*** Recorded information

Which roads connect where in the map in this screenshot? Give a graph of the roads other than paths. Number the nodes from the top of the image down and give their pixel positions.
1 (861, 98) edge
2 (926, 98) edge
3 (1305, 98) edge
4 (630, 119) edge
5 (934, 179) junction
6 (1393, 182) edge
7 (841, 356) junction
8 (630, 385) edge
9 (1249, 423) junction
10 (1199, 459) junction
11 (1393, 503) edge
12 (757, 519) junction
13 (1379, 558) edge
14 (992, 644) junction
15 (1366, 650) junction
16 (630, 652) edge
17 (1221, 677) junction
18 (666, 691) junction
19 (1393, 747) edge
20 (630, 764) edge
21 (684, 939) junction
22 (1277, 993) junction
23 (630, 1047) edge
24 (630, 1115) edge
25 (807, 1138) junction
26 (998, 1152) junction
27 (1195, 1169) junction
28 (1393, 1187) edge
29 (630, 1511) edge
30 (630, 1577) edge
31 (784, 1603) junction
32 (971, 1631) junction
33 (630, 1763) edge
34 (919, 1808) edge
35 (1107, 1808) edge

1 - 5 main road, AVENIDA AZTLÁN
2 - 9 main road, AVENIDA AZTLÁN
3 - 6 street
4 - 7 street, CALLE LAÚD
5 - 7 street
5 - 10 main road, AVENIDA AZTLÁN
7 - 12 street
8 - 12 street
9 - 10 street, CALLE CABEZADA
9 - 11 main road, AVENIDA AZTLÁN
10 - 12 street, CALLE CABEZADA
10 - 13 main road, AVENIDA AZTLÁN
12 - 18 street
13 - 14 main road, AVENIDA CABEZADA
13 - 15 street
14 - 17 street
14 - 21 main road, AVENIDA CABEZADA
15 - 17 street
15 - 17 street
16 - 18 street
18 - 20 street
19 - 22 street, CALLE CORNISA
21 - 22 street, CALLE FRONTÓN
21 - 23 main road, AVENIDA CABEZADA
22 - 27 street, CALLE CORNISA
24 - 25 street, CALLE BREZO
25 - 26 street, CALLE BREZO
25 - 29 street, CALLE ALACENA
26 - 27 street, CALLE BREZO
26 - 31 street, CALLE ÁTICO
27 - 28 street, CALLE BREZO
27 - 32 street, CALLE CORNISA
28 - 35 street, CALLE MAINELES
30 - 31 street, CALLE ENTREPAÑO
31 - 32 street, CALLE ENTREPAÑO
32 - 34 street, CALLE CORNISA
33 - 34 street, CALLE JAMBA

******

**Work instructions:**
Scan the records above and report every line with the string "AZTLÁN".

**Answer section:**
1 - 5 main road, AVENIDA AZTLÁN
2 - 9 main road, AVENIDA AZTLÁN
5 - 10 main road, AVENIDA AZTLÁN
9 - 11 main road, AVENIDA AZTLÁN
10 - 13 main road, AVENIDA AZTLÁN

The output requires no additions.